Take every line in the entries that includes the word "Upham" and copy it.
***** Information provided
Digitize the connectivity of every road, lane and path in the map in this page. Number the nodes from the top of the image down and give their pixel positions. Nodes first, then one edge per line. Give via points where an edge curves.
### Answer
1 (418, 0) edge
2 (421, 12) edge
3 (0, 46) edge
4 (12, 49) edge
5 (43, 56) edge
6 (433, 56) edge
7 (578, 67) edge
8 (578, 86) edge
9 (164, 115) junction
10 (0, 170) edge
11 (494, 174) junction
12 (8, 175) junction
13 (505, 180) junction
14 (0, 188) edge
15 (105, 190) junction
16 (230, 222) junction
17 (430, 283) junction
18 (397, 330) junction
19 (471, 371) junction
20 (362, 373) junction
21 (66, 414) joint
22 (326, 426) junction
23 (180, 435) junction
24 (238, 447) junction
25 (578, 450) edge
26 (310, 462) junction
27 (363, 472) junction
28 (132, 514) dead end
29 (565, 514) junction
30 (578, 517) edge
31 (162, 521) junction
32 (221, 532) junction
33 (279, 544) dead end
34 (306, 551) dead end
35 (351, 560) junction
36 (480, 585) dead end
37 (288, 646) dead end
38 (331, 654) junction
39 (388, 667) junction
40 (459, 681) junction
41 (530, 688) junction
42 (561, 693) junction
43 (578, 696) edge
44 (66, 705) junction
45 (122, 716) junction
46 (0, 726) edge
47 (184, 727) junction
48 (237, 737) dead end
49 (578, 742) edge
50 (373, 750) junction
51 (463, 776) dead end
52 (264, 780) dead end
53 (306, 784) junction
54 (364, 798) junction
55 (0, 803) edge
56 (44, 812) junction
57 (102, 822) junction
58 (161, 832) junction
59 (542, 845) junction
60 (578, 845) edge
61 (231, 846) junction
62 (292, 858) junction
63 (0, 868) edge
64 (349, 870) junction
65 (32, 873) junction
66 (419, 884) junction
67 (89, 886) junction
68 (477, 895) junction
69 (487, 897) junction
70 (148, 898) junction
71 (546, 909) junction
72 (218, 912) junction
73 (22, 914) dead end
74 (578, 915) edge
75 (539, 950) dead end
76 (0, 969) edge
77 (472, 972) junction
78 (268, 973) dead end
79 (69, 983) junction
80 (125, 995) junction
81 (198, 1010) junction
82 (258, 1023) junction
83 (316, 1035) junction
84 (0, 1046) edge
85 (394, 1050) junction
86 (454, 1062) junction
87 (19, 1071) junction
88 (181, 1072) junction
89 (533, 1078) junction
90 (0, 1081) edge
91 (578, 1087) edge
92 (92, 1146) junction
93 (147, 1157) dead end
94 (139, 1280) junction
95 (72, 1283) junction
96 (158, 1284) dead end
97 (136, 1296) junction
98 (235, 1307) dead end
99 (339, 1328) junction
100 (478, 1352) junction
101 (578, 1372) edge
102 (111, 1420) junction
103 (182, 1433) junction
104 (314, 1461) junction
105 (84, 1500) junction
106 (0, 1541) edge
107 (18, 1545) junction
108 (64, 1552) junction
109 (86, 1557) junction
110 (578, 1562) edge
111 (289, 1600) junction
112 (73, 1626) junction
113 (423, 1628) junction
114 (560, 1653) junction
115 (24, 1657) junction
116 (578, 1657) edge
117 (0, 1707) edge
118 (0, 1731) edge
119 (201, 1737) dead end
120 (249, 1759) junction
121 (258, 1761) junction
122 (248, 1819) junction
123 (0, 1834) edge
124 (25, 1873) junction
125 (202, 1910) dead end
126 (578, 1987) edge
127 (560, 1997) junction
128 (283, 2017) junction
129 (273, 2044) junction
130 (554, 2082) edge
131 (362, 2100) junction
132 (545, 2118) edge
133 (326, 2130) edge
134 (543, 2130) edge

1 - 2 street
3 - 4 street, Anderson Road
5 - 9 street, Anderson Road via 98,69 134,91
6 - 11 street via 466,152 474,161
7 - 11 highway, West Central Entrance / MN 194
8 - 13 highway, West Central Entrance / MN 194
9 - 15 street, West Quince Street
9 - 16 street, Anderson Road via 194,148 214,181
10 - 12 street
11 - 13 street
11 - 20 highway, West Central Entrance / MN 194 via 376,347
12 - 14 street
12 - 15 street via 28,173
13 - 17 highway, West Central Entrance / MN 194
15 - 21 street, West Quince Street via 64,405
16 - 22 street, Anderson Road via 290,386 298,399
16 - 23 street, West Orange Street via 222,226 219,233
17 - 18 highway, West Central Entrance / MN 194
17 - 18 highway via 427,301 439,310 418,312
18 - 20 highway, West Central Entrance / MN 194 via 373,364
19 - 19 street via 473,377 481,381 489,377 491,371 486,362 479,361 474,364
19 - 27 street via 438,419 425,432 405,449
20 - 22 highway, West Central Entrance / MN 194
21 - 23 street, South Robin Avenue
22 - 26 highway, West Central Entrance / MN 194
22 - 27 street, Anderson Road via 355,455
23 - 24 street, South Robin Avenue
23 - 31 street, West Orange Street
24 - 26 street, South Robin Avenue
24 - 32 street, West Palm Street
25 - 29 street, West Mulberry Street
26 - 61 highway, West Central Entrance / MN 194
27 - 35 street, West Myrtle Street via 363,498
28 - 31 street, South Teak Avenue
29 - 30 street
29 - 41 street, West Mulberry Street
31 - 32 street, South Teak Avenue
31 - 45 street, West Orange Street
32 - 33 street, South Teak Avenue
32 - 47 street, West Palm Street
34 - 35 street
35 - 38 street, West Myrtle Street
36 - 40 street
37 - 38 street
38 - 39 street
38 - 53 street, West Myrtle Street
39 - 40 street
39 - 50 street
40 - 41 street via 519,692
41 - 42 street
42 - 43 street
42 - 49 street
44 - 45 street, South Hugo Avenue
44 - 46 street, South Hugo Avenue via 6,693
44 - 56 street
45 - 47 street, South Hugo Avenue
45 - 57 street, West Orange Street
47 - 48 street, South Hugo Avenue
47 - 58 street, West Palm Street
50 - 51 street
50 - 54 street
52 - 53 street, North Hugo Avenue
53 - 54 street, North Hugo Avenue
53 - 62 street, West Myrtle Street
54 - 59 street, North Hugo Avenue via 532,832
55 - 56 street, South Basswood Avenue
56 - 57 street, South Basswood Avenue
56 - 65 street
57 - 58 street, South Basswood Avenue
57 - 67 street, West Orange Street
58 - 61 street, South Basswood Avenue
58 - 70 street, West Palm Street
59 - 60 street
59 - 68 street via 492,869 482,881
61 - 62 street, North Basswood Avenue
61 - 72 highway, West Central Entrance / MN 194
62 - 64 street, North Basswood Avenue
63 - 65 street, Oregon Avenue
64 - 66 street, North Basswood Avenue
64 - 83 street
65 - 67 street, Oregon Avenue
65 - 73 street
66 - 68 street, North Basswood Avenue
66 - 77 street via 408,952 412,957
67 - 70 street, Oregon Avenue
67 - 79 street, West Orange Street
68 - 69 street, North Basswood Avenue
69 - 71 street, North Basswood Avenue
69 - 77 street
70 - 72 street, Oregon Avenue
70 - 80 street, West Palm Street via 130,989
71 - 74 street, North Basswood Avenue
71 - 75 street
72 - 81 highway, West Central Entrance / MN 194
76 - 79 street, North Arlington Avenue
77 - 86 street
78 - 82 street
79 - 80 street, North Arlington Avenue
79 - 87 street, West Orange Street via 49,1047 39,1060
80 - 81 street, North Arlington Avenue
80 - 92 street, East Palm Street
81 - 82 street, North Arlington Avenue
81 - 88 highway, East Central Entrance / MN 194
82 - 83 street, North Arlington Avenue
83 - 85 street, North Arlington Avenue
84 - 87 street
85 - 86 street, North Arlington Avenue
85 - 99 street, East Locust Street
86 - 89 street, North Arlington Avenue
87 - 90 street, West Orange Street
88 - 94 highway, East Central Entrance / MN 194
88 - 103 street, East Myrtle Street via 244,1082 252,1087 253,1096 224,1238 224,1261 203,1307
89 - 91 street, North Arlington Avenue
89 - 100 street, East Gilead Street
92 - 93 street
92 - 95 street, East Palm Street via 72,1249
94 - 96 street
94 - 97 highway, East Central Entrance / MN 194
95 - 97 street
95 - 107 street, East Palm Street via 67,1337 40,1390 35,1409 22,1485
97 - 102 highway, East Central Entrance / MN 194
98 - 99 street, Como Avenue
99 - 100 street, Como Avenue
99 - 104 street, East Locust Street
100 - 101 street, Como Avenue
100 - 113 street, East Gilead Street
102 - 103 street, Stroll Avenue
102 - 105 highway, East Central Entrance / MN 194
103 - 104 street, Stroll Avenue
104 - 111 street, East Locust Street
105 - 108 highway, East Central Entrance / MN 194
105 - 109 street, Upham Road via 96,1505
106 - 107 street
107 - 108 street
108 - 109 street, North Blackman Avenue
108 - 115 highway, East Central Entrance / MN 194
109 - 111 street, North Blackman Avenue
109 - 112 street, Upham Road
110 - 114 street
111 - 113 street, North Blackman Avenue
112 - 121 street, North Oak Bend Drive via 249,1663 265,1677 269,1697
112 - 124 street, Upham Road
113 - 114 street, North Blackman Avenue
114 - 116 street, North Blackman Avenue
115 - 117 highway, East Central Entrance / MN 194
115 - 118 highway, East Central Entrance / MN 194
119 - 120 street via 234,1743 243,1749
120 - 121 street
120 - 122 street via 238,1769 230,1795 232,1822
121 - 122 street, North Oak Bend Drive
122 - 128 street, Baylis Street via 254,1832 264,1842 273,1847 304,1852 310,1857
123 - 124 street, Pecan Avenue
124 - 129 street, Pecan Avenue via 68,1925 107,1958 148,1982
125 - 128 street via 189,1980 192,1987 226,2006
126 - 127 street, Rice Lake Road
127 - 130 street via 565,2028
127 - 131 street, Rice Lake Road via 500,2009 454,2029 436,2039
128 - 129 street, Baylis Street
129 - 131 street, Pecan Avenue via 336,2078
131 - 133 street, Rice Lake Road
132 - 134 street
**********
_Output of the exercise:_
105 - 109 street, Upham Road via 96,1505
109 - 112 street, Upham Road
112 - 124 street, Upham Road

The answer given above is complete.